- **Information supplied**
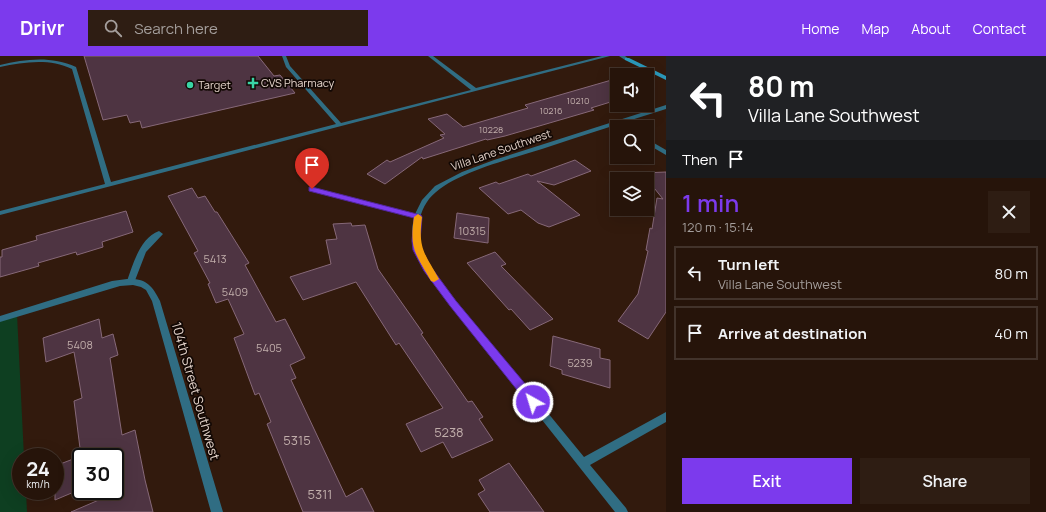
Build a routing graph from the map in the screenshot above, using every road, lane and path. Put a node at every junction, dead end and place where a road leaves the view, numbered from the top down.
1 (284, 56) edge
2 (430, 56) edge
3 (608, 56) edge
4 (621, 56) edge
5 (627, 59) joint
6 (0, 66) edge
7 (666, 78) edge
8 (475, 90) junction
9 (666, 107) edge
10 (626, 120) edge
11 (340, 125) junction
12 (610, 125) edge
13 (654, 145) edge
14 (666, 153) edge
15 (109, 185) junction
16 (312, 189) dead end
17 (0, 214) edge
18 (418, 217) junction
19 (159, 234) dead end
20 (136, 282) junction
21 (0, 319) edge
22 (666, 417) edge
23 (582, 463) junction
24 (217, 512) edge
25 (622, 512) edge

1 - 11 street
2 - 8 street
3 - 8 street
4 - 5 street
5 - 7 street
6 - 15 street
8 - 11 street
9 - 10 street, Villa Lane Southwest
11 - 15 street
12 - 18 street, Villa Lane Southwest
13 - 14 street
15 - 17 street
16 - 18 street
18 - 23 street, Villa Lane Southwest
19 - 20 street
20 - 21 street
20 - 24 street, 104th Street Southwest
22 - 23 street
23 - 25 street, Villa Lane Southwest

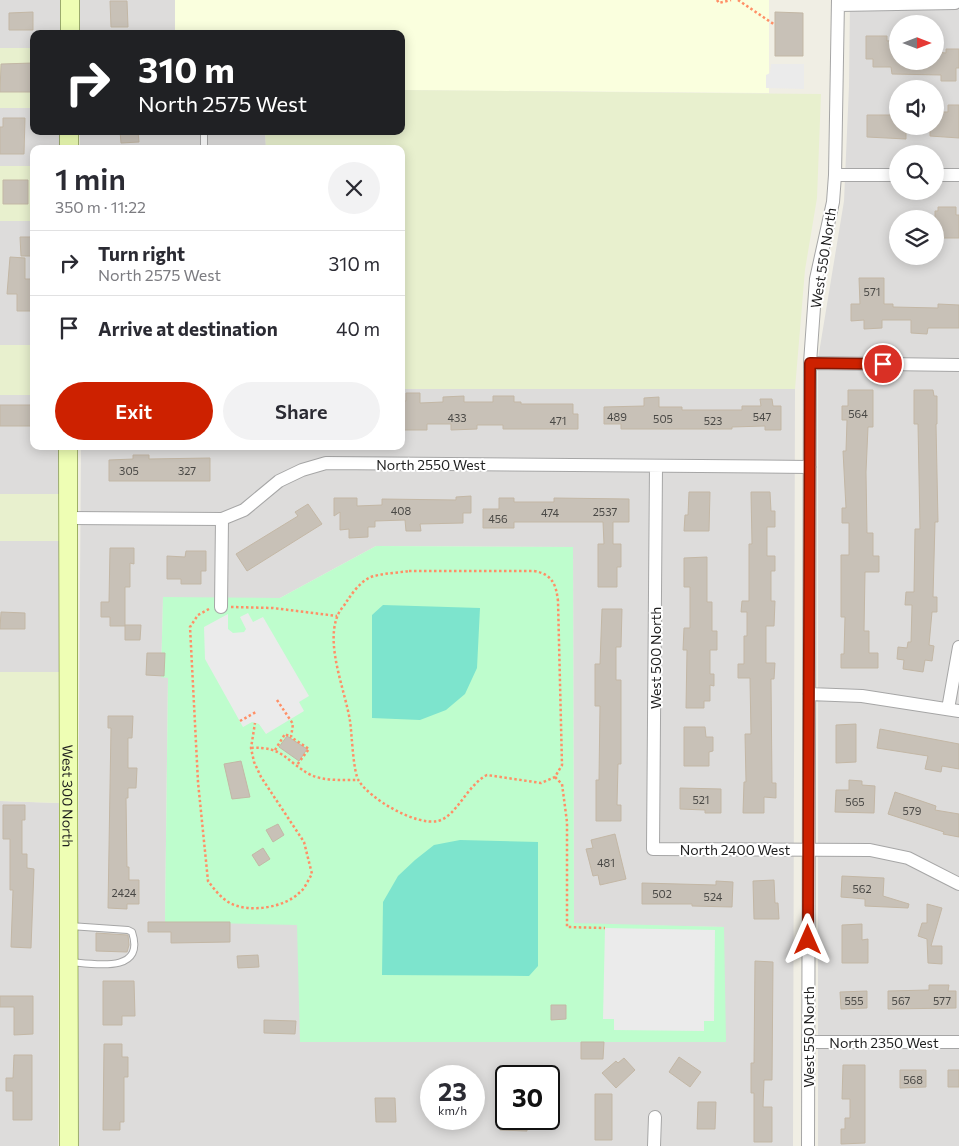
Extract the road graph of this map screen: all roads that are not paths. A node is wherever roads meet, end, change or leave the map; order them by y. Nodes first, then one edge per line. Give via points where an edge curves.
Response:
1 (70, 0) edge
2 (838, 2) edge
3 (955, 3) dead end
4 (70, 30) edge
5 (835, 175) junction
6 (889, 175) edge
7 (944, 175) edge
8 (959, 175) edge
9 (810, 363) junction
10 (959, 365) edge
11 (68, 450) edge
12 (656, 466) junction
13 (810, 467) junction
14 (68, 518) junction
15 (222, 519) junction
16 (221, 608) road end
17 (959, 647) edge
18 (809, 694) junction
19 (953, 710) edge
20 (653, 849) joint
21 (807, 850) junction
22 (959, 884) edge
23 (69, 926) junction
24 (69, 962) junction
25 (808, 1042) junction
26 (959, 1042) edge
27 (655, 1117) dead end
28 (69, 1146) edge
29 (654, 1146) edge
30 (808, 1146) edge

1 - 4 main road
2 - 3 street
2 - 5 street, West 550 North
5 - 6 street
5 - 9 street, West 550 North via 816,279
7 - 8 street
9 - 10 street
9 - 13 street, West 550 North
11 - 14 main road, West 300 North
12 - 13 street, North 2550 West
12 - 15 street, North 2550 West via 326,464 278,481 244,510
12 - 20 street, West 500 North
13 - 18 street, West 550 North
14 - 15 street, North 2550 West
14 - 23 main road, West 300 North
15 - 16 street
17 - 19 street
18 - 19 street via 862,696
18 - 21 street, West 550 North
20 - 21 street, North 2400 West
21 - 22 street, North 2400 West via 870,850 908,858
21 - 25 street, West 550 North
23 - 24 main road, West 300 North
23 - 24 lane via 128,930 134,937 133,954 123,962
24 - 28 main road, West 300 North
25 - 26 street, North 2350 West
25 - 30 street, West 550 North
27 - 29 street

* * *

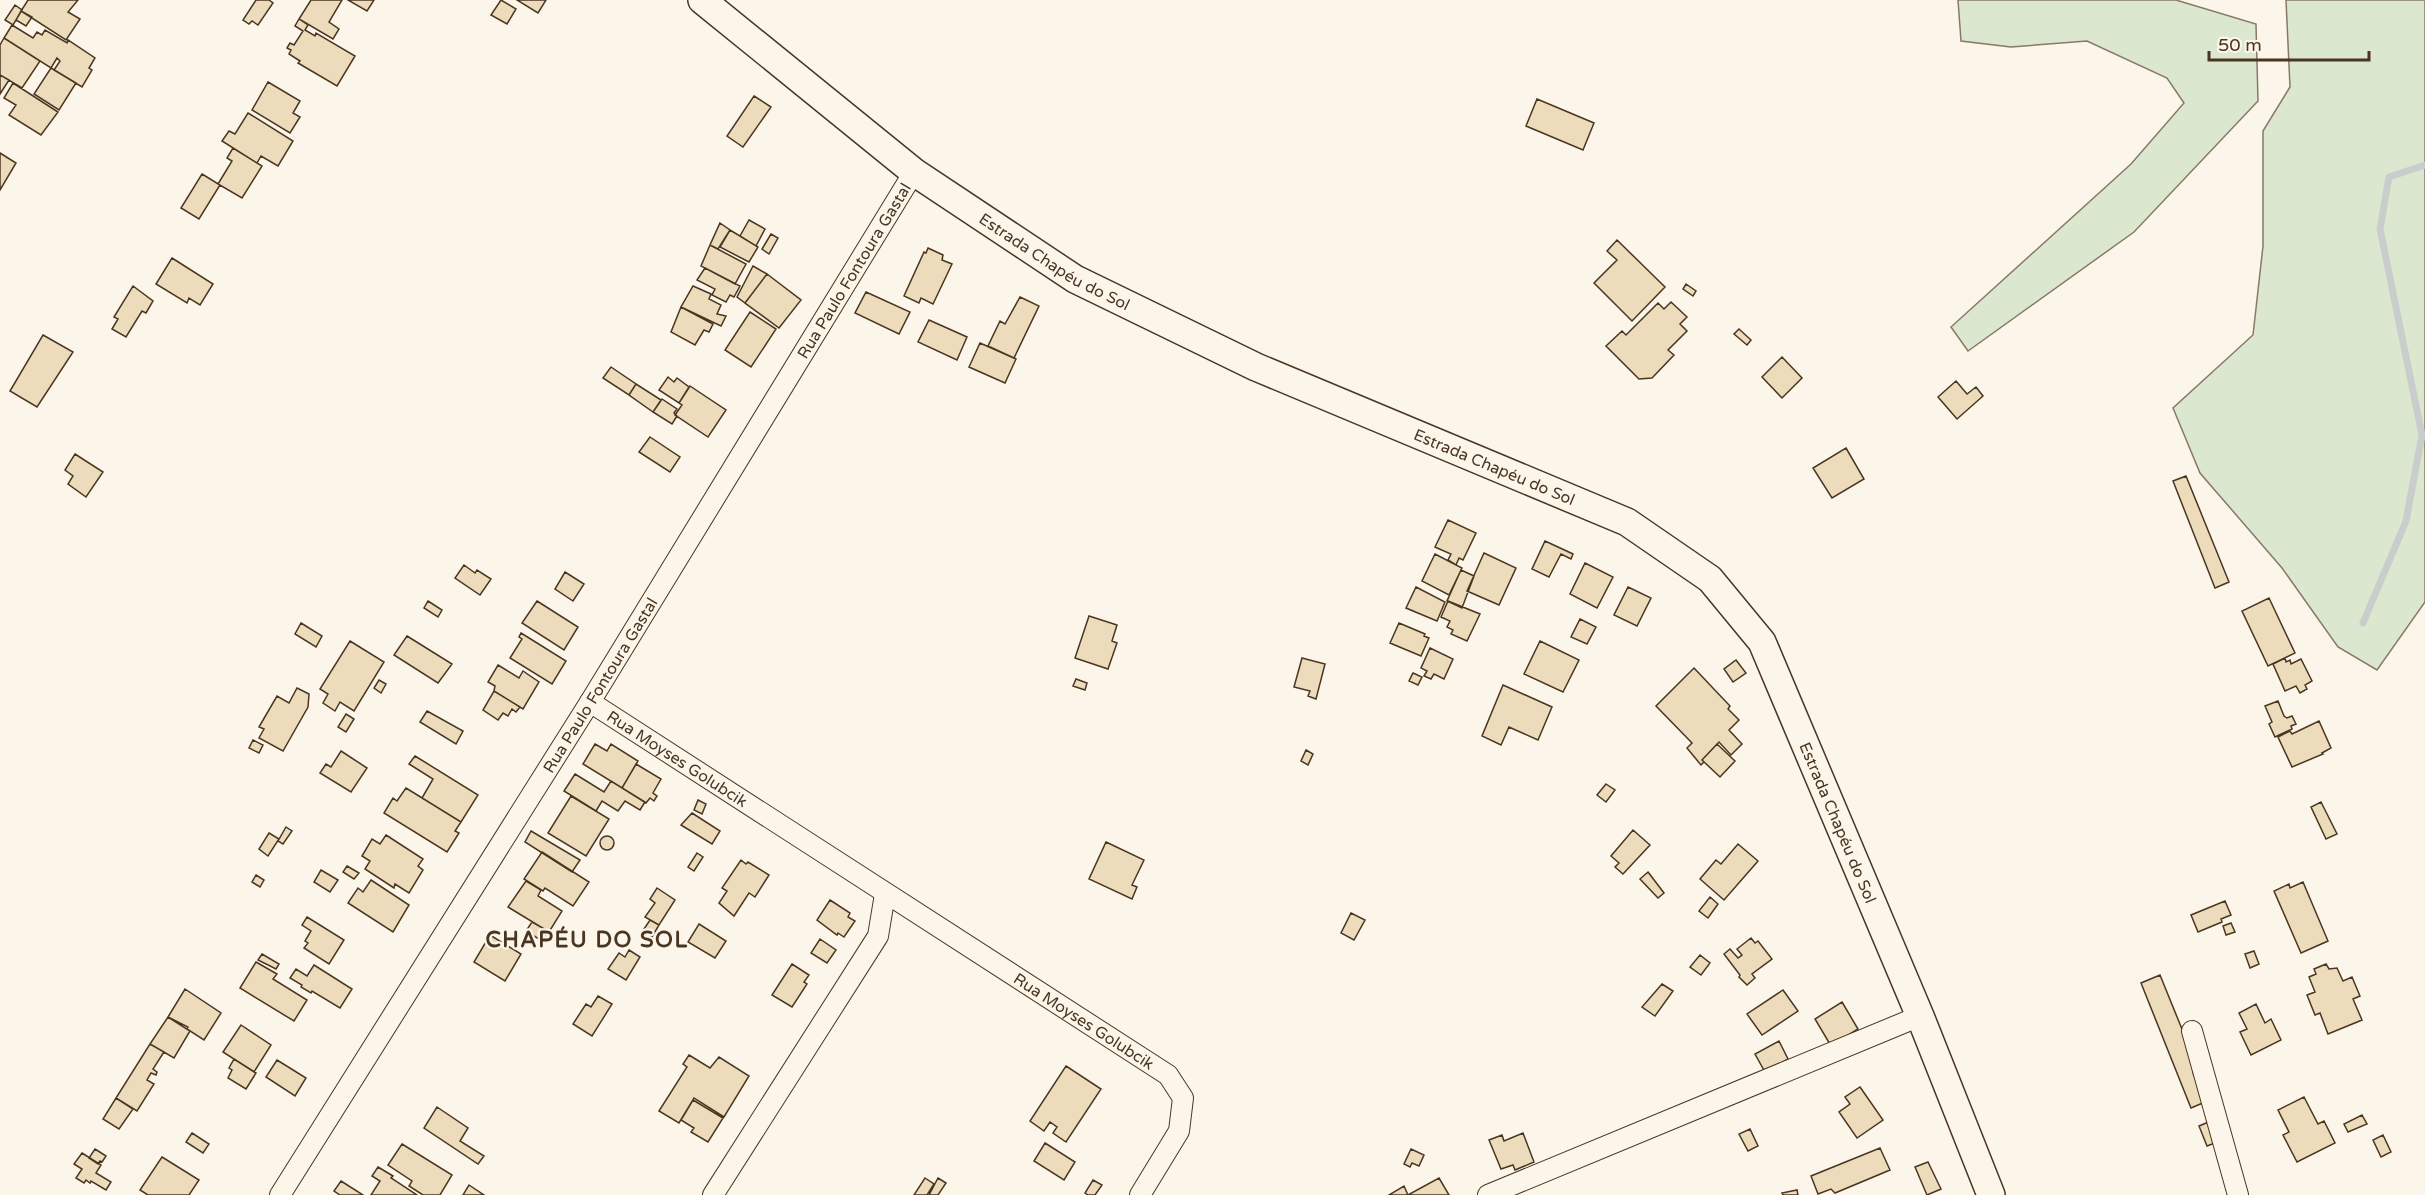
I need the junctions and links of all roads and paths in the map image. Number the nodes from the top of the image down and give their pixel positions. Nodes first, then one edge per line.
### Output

---

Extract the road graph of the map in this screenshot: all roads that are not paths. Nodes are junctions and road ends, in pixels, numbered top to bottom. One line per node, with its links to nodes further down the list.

- **Work instructions**
Which lines above hold the string "Nodes"? Show each of them.

- **Output for this task**
Extract the road graph of this map screen: all roads that are not paths. A node is wherever roads meet, end, change or leave the map; order them by y. Nodes first, then one edge per line. Give via points where an edge curves.
I need the junctions and links of all roads and paths in the map image. Number the nodes from the top of the image down and give their pixel positions. Nodes first, then one edge per line.
Extract the road graph of the map in this screenshot: all roads that are not paths. Nodes are junctions and road ends, in pixels, numbered top to bottom. One line per node, with its links to nodes further down the list.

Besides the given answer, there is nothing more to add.